(Excerpted records)
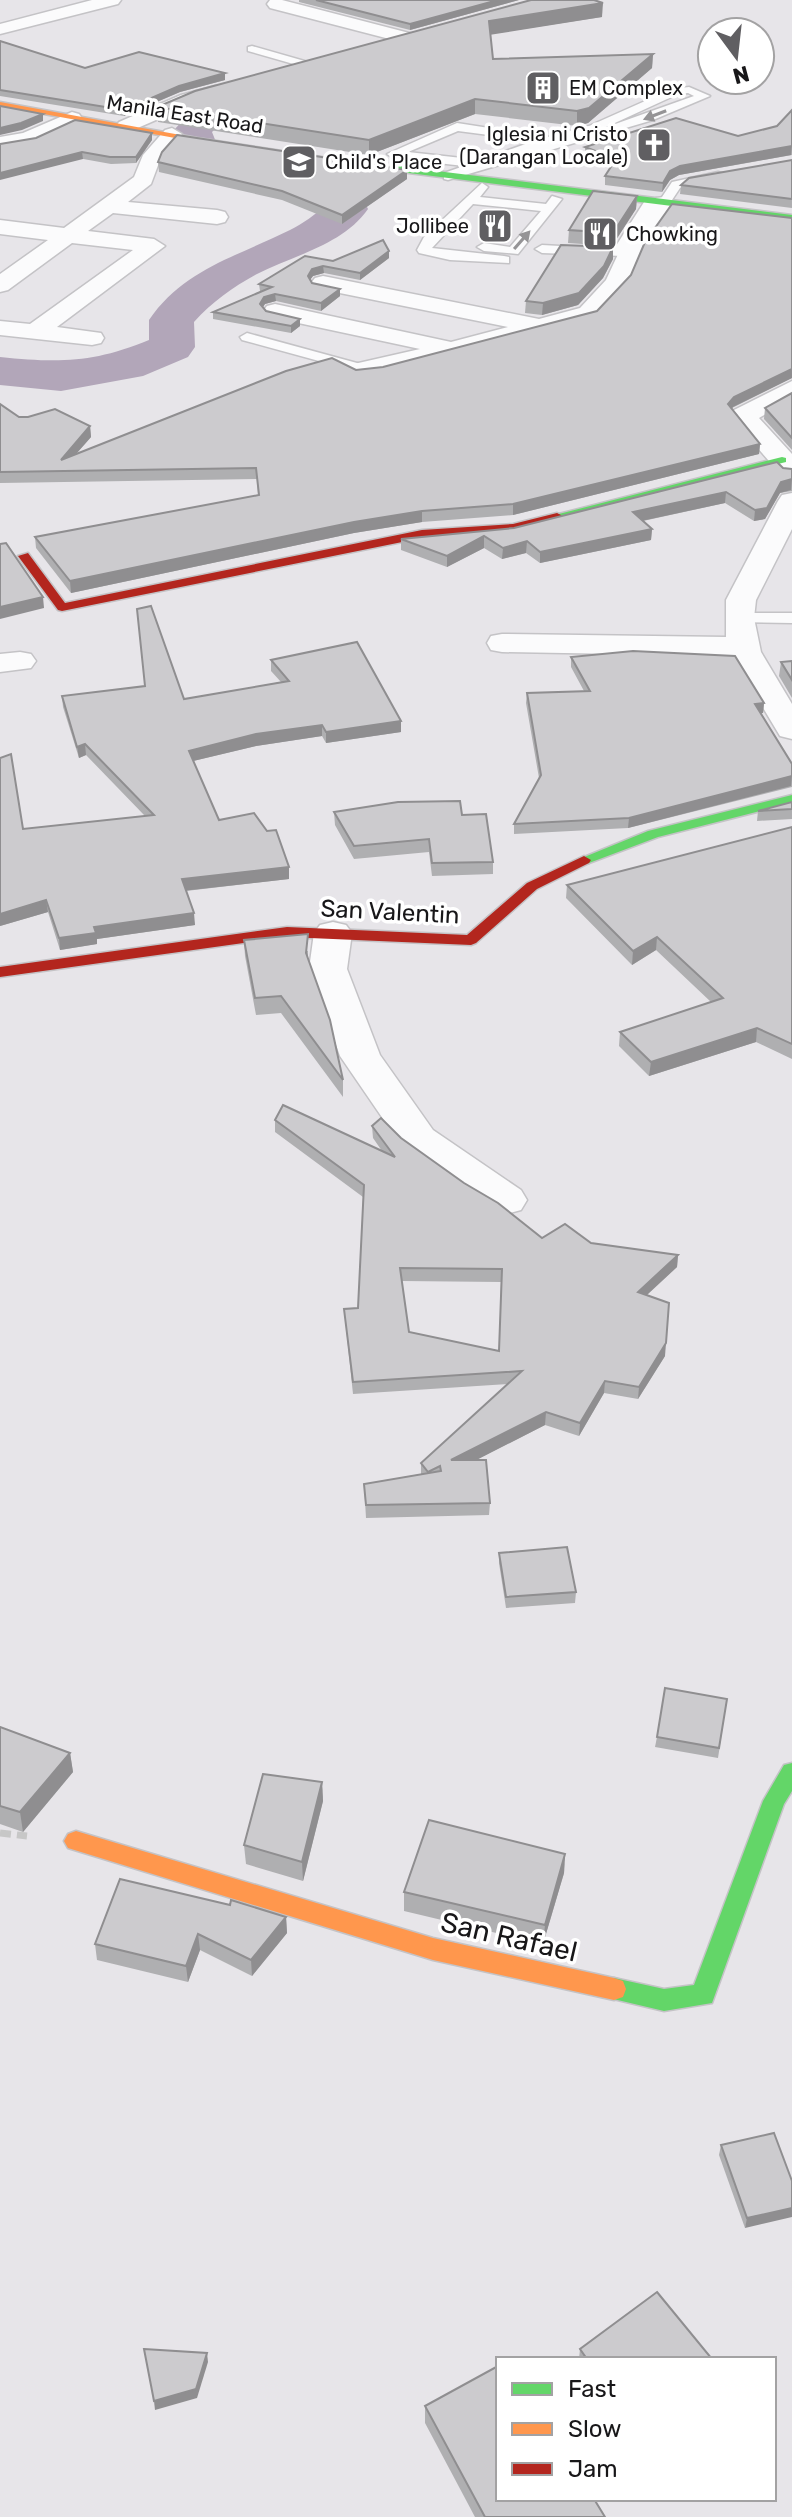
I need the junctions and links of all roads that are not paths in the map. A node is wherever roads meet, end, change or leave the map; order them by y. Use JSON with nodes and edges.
(End Excerpted records)
(Excerpted records)
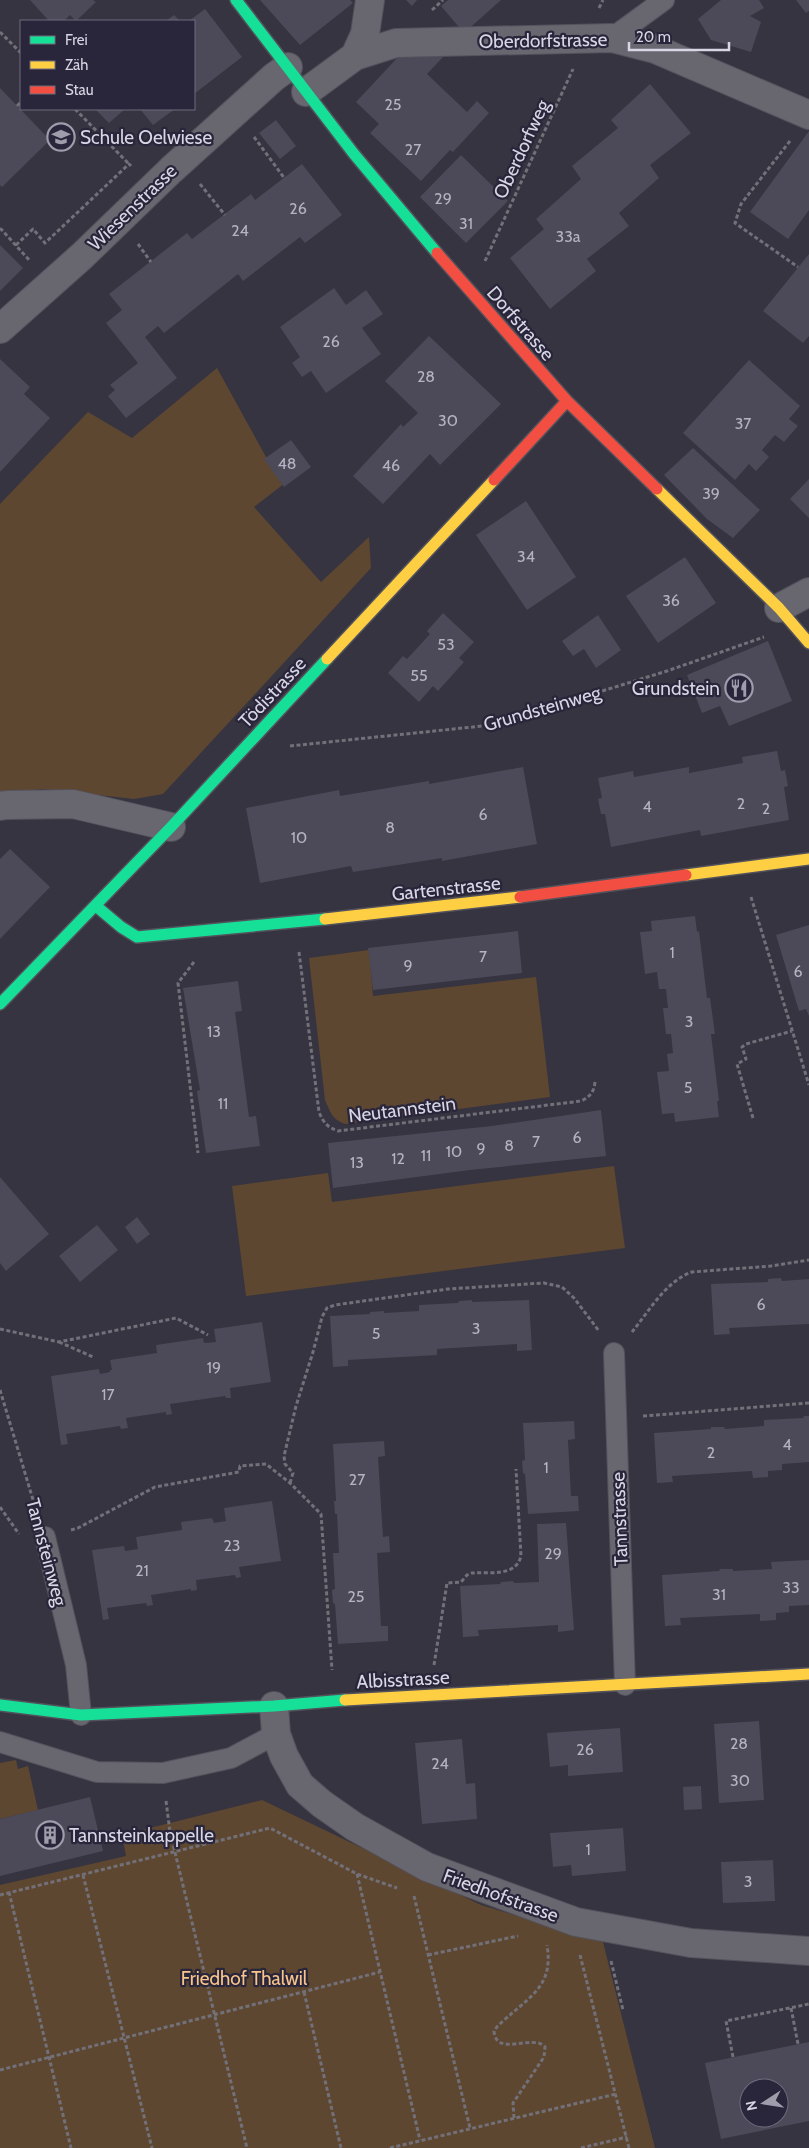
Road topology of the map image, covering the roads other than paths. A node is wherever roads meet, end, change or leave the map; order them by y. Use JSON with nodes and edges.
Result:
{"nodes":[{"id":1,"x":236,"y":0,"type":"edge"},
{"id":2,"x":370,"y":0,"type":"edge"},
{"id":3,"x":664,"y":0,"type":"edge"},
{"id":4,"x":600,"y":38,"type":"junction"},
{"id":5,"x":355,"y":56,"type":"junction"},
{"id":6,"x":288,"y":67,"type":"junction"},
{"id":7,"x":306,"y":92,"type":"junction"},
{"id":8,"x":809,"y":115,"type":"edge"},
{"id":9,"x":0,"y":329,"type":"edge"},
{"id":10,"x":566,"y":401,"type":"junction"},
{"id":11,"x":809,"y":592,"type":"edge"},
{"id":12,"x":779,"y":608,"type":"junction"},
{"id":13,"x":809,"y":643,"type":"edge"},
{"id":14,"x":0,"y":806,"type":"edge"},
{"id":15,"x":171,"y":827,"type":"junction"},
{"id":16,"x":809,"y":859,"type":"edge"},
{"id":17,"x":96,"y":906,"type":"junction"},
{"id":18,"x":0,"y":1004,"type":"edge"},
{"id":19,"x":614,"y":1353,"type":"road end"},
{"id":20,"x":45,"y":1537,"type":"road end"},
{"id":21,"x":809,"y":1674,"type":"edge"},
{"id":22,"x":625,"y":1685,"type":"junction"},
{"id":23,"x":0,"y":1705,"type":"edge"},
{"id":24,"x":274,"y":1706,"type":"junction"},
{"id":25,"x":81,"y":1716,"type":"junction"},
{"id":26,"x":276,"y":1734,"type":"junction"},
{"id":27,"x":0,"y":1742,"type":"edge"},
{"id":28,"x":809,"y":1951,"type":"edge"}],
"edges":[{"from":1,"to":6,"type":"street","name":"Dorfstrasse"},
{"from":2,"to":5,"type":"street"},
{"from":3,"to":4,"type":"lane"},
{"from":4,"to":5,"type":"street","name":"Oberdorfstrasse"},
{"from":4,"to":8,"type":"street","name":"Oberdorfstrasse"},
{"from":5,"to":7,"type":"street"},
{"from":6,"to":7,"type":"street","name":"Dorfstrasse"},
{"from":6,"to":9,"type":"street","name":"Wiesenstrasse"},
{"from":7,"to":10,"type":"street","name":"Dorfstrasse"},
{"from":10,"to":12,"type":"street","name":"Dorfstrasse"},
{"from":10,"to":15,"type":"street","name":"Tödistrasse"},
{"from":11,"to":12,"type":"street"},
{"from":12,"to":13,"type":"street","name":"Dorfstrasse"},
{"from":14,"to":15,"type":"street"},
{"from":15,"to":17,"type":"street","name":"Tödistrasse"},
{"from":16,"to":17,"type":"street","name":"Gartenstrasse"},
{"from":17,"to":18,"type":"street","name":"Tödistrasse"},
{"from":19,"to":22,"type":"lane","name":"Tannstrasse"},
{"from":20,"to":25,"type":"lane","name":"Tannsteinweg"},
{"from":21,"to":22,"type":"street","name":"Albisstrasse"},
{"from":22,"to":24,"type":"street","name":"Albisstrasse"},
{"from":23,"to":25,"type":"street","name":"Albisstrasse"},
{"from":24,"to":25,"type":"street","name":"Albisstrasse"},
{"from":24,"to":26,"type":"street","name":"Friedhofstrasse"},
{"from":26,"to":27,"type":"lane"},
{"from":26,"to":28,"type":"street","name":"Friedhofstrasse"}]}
(End Excerpted records)
Your instructions: Go over the listing above and copy out each line that includes "leave".

Solution to the problem:
I need the junctions and links of all roads that are not paths in the map. A node is wherever roads meet, end, change or leave the map; order them by y. Use JSON with nodes and edges.
Road topology of the map image, covering the roads other than paths. A node is wherever roads meet, end, change or leave the map; order them by y. Use JSON with nodes and edges.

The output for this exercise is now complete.